Yes — chronic, untreated shoulder tendonitis is one of the primary pathways to degenerative rotator cuff tears. When the tendon remains inflamed and compressed over months to years, the collagen fibers gradually weaken, fray, and eventually tear — first partially, then potentially progressing to a full-thickness tear. This tendonitis-to-tear progression is the most common cause of rotator cuff tears in patients over 40, and it is one of the primary reasons Dr. Glashow emphasizes early treatment of tendonitis before structural damage occurs.

How is shoulder tendonitis diagnosed?

Dr. Glashow diagnoses shoulder tendonitis through a clinical examination that assesses pain location, provocative movements, rotator cuff strength, and impingement signs. X-rays can reveal bone spurs, acromion shape, and AC joint arthritis that may be contributing to impingement. An MRI or ultrasound may be ordered to evaluate the tendon directly — identifying thickening, partial tears, fluid around the tendon, or associated bursitis — and to rule out a rotator cuff tear as the source of symptoms. Same-day imaging is available at his Upper East Side practice.

How long does it take for shoulder tendonitis to heal?

Mild tendonitis treated early with rest, anti-inflammatory measures, and activity modification may improve within two to four weeks.

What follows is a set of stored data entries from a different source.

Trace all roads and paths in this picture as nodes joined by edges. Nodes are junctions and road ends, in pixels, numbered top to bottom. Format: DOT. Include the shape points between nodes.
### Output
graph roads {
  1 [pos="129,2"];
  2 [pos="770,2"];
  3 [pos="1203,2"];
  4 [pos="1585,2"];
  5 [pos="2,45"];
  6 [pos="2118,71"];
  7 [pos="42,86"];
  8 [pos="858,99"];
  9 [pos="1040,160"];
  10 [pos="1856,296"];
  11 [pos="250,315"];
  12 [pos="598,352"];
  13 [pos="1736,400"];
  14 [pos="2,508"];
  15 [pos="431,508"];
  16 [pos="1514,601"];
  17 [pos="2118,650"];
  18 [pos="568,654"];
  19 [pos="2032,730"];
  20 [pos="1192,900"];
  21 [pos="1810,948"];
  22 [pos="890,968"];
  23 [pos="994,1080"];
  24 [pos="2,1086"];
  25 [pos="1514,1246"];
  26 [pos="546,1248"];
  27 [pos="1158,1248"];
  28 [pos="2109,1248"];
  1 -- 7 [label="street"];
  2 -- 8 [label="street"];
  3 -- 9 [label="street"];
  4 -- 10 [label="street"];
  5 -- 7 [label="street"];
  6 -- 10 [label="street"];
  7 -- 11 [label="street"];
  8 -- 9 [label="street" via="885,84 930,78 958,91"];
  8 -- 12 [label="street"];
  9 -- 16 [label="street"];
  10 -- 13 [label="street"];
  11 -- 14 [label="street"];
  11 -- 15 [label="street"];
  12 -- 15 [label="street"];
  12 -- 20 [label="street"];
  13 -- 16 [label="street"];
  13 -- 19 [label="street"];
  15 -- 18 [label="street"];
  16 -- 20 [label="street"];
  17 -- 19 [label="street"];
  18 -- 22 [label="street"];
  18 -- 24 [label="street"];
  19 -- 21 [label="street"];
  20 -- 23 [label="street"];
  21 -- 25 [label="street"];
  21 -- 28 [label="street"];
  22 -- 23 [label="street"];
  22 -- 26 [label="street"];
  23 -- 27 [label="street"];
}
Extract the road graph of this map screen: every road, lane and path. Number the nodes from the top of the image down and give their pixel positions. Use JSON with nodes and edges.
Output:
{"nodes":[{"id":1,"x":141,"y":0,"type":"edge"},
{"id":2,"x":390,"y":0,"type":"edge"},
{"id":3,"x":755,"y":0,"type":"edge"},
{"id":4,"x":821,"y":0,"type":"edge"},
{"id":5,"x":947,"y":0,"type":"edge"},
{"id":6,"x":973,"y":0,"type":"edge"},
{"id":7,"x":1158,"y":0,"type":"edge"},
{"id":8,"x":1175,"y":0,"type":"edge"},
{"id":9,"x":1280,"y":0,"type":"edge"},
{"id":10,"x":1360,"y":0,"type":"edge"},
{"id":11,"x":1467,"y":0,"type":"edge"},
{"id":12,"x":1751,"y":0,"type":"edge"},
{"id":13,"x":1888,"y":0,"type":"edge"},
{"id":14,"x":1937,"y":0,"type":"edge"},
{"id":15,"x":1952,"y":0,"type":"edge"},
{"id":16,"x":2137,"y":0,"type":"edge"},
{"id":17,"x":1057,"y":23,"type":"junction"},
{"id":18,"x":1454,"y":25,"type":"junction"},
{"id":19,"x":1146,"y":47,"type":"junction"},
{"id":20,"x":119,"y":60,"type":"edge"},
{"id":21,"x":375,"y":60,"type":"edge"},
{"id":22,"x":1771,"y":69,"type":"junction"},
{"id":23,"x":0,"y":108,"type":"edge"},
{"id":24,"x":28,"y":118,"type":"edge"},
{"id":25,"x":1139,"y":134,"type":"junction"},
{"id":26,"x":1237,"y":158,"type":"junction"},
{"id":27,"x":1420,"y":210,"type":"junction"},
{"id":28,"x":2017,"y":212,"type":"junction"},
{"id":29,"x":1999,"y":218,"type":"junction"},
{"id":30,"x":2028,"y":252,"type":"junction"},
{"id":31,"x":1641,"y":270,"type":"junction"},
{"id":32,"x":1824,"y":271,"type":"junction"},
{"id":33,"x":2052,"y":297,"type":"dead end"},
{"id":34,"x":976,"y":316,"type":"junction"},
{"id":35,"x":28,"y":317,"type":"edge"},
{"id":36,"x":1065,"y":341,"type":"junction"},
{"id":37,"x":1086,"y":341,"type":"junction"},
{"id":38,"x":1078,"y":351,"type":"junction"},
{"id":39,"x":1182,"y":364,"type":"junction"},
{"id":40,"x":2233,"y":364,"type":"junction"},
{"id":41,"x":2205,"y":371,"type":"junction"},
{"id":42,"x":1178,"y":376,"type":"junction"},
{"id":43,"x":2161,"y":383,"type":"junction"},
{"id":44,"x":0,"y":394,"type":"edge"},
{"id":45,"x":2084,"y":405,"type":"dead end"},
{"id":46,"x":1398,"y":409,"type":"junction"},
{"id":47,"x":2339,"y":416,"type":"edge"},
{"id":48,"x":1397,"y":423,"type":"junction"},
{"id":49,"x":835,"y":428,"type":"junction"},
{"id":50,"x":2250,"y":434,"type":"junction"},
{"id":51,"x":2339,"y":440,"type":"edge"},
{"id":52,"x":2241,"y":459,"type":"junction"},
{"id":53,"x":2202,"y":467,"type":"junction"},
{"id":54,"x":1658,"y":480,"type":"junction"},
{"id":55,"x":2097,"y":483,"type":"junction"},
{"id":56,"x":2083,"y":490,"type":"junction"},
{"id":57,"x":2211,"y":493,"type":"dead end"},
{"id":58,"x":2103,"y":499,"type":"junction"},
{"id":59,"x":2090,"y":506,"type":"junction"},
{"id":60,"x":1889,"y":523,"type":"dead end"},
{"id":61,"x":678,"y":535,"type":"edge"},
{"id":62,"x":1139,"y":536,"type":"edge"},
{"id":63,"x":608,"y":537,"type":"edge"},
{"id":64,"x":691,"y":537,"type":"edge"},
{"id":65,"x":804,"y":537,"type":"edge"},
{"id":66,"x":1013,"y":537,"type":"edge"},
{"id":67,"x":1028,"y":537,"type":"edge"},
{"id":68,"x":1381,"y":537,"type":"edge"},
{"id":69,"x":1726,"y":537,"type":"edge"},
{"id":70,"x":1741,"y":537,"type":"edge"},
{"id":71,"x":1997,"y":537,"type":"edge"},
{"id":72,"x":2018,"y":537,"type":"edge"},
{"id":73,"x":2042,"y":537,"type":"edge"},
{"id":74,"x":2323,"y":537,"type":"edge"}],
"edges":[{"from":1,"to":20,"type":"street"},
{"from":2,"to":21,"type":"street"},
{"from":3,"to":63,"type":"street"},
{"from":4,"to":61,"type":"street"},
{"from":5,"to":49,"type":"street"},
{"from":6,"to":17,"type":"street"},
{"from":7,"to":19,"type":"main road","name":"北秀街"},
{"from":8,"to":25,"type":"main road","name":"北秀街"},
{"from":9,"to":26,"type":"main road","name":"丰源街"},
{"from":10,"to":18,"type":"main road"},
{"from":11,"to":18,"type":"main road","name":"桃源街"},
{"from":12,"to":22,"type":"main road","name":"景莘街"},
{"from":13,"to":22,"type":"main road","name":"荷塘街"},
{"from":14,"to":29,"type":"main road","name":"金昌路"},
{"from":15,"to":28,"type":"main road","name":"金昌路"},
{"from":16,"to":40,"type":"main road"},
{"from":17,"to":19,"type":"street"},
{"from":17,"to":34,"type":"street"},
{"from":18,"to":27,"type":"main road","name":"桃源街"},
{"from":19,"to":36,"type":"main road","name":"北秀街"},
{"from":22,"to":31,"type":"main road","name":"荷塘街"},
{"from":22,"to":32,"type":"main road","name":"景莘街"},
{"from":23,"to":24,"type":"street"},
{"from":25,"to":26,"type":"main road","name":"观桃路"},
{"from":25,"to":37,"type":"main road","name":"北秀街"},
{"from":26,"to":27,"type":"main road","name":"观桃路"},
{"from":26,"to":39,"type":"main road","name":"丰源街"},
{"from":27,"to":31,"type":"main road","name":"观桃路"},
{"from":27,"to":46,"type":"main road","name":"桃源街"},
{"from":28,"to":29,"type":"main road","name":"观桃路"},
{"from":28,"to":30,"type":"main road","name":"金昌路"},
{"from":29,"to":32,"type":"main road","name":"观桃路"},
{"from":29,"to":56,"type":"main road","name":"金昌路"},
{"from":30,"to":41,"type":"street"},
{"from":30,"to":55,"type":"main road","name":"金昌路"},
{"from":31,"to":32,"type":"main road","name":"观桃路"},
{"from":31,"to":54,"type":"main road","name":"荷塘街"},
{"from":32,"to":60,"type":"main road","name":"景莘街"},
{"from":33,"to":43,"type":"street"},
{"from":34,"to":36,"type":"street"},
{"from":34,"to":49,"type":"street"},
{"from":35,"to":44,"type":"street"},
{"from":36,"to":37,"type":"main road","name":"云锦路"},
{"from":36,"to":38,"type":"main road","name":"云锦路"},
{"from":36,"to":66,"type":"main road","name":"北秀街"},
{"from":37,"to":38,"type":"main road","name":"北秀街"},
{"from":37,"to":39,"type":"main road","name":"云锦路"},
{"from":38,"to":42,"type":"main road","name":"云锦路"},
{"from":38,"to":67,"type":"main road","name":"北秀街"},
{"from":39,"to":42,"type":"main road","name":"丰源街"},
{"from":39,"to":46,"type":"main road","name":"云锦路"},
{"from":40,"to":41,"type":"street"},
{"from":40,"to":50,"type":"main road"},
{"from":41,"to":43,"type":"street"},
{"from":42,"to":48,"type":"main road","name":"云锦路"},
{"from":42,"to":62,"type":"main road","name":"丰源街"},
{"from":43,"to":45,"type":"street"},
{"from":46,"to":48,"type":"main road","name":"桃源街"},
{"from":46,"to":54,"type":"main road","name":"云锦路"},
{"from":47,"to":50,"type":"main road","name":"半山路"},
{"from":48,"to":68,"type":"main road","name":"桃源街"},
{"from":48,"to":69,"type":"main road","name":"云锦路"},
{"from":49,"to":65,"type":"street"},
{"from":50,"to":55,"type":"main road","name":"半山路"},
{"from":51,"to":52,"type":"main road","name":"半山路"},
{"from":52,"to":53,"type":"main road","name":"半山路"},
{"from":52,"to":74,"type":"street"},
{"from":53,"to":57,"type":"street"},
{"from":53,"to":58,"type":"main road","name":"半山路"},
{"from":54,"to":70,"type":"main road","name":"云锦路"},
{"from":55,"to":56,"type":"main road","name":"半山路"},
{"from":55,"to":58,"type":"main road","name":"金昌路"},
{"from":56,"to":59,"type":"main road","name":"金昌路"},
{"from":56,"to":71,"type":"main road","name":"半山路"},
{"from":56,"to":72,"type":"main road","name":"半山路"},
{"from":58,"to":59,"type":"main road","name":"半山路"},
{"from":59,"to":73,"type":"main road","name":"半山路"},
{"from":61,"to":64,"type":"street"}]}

Moderate tendonitis with significant impingement typically requires six to twelve weeks of consistent physical therapy to resolve. Chronic tendinopathy — where the tendon has undergone degenerative changes — may take three to six months of dedicated rehabilitation. The key to successful treatment is addressing the underlying cause (impingement, weakness, poor mechanics) rather than just treating the inflammation symptomatically.

When is surgery needed for shoulder tendonitis?

Surgery is considered when tendonitis has not responded to an adequate course of conservative treatment — typically three to six months of physical therapy, activity modification, and at least one corticosteroid injection — and the patient continues to experience significant pain and functional limitation. Surgery is also recommended when imaging reveals structural causes such as bone spurs or a hooked acromion that are physically impinging the tendon and will not respond to rehabilitation alone, or when a partial rotator cuff tear is discovered that requires repair.